■ **EXERCISE INPUTS**:

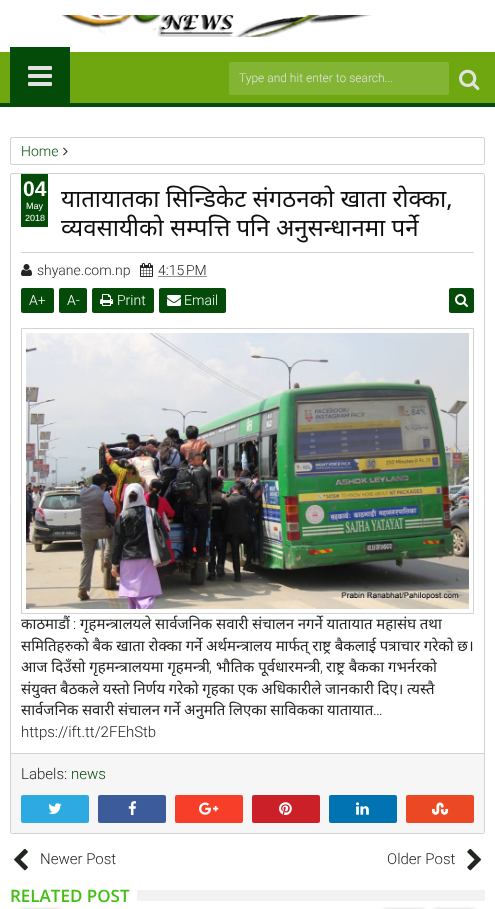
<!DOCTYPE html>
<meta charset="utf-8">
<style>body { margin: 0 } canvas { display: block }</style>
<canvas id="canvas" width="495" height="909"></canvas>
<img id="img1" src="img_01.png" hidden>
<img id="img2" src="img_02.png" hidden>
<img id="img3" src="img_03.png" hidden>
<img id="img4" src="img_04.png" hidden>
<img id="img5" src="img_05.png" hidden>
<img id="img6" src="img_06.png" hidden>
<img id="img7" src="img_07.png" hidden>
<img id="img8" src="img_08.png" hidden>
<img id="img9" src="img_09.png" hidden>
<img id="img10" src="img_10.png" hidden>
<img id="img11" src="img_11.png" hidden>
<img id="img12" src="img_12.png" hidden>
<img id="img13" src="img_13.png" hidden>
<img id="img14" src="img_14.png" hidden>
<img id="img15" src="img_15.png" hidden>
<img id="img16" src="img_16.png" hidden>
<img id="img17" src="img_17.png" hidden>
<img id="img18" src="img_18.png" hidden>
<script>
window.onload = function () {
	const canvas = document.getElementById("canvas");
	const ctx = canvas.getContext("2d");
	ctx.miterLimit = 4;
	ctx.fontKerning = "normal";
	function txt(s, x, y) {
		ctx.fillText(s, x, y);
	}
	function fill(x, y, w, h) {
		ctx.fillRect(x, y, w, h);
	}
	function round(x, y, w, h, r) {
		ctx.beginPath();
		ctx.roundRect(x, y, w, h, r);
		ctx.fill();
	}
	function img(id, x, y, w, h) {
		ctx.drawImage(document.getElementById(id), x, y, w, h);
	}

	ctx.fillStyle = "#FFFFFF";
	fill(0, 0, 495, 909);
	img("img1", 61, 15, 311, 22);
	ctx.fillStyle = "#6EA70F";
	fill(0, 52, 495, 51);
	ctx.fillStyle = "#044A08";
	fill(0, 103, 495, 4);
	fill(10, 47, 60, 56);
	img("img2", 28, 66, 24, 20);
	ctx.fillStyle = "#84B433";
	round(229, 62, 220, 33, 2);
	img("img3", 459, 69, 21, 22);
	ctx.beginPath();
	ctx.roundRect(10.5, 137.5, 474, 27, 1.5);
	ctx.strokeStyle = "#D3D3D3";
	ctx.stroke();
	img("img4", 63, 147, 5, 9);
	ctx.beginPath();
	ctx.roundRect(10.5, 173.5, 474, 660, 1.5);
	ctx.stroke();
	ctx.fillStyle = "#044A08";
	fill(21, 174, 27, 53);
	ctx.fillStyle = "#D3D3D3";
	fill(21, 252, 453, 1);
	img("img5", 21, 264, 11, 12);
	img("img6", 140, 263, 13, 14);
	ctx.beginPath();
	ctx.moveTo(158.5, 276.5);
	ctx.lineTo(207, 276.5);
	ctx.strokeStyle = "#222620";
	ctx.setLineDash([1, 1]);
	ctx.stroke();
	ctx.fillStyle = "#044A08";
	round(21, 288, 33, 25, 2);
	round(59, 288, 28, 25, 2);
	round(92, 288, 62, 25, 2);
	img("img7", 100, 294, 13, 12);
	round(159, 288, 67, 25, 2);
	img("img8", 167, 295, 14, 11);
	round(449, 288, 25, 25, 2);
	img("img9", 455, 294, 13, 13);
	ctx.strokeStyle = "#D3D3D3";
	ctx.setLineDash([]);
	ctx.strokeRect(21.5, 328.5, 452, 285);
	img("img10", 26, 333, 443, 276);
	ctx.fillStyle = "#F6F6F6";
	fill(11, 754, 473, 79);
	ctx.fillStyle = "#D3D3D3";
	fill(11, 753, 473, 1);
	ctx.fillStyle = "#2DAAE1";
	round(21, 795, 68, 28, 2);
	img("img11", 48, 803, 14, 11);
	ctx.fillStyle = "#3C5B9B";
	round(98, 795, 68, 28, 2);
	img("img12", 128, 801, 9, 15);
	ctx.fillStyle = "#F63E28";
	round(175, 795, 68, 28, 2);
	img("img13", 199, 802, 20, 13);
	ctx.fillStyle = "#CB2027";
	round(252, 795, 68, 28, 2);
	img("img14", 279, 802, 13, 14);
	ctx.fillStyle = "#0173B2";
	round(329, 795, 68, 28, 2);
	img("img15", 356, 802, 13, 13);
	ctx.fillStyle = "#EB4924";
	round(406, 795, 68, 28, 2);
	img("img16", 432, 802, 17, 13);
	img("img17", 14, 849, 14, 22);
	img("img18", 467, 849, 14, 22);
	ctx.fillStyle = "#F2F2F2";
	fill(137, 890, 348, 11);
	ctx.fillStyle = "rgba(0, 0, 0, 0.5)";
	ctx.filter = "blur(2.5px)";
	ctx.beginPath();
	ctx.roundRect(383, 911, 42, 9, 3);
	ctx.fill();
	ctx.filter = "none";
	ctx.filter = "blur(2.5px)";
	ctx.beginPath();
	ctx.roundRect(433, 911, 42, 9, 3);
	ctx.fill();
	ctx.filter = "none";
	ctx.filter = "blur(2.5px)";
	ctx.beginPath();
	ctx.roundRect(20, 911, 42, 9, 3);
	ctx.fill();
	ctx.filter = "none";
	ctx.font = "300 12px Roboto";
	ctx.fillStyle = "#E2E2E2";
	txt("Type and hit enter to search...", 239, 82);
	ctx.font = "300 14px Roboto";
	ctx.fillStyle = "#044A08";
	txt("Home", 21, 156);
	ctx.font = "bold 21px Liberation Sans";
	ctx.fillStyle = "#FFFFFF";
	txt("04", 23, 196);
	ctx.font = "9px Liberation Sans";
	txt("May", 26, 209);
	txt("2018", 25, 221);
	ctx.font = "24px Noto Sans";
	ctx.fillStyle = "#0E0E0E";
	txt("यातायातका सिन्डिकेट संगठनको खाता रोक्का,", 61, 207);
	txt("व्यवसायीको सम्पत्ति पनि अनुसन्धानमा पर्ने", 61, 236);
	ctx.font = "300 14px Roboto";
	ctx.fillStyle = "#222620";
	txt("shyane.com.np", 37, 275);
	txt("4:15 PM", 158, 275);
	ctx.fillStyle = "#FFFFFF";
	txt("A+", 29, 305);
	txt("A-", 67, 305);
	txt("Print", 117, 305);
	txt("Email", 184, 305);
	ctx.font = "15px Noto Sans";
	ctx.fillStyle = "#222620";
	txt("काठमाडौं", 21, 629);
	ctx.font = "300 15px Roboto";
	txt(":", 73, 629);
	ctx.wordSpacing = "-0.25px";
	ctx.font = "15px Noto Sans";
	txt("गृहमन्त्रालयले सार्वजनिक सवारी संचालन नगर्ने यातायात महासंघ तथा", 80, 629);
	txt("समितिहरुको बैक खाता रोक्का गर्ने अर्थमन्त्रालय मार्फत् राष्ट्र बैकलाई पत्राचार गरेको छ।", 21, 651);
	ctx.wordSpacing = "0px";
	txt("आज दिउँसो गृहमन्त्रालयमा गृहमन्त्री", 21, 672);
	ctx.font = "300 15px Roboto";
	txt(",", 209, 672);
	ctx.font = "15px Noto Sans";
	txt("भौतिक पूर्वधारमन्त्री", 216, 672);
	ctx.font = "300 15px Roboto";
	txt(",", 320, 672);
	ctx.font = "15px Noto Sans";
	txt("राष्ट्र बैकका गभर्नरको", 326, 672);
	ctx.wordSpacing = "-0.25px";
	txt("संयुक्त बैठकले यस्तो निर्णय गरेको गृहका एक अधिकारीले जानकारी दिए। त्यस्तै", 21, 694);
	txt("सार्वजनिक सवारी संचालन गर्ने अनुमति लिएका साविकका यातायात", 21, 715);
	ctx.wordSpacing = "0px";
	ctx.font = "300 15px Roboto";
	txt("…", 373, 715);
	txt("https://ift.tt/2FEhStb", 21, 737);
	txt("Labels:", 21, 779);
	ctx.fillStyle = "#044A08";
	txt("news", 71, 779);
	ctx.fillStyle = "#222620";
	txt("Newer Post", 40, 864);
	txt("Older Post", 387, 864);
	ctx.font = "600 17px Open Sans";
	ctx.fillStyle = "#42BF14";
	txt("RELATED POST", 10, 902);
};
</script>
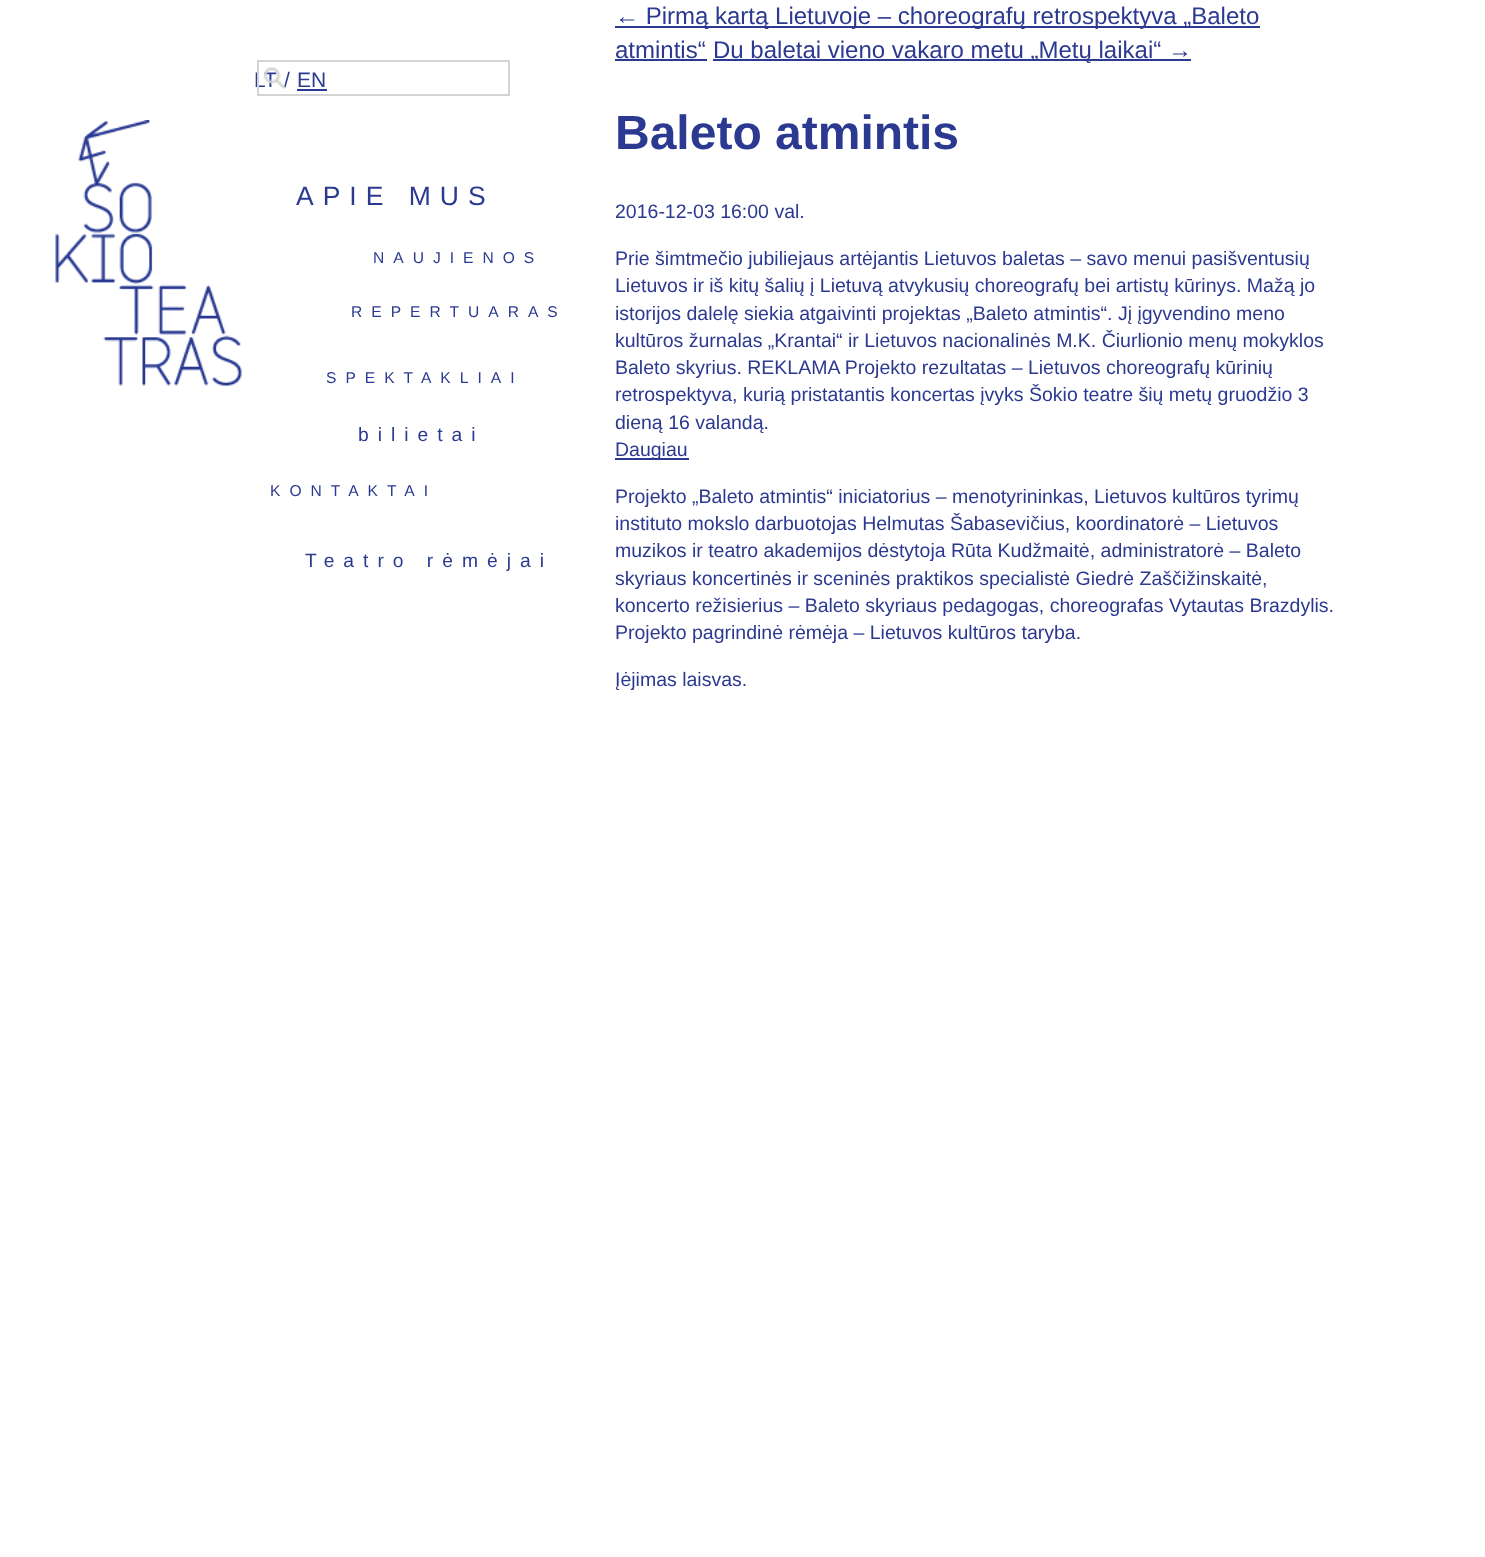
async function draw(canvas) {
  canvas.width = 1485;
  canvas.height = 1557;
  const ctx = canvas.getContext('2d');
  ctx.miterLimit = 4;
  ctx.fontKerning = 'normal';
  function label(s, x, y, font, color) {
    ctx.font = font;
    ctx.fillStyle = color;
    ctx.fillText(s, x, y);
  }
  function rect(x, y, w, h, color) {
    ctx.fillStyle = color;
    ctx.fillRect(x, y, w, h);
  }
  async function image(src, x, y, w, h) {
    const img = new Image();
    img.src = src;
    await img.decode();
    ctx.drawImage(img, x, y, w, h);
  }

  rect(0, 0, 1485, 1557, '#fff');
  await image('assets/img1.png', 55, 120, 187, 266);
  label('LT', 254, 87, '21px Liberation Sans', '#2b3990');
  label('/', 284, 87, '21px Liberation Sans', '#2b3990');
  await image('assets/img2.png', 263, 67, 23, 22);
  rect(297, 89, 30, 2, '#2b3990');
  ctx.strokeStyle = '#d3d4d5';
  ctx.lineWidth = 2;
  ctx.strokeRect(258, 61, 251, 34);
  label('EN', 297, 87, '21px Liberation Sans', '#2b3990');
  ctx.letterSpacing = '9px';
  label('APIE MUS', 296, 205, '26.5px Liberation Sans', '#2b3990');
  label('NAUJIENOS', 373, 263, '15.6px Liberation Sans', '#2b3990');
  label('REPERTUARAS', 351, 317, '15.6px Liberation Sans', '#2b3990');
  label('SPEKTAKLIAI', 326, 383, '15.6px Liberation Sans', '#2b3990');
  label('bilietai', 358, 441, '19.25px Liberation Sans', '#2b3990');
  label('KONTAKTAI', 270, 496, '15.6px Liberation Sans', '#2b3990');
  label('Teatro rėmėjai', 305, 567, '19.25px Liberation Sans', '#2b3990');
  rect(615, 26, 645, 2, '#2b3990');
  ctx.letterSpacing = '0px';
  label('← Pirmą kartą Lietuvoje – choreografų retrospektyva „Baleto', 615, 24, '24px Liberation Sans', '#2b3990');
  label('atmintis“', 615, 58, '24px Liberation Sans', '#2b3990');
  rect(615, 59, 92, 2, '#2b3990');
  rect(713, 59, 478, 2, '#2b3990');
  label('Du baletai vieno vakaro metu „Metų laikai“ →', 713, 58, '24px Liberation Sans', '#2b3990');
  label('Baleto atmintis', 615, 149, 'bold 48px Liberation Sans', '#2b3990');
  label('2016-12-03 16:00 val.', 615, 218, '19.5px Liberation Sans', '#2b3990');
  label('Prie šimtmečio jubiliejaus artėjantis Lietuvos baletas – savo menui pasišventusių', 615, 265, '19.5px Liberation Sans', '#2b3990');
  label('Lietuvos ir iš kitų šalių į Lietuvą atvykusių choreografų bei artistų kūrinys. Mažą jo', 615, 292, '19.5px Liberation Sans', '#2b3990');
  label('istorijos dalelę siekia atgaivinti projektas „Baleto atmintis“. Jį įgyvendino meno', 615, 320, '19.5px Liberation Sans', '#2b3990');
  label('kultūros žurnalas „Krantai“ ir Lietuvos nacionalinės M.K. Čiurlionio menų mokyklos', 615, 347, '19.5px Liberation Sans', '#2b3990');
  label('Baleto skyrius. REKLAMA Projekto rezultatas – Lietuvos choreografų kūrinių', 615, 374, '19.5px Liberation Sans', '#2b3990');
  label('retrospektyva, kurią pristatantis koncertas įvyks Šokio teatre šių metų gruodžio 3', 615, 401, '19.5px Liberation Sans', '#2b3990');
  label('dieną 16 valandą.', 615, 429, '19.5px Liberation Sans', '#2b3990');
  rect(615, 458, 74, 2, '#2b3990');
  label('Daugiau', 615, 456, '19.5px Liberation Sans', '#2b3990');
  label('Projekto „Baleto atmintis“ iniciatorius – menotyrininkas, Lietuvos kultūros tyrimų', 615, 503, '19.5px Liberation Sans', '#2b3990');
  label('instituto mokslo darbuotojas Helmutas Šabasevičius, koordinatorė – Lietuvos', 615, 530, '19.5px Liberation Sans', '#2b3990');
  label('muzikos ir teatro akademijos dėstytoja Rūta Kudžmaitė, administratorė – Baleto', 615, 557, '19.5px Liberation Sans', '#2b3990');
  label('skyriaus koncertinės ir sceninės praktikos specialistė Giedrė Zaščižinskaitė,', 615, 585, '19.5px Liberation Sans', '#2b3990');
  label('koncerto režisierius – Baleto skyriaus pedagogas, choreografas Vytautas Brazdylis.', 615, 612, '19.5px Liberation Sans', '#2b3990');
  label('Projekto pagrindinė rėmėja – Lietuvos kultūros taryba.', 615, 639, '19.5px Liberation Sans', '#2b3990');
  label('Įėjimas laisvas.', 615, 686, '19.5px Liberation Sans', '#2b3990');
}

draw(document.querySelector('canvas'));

■ **TASK DETAILS**: Select every line of the records holding the string "function".

■ **RESPONSE AREA**:
window.onload = function () {
	function txt(s, x, y) {
	function fill(x, y, w, h) {
	function round(x, y, w, h, r) {
	function img(id, x, y, w, h) {
async function draw(canvas) {
  function label(s, x, y, font, color) {
  function rect(x, y, w, h, color) {
  async function image(src, x, y, w, h) {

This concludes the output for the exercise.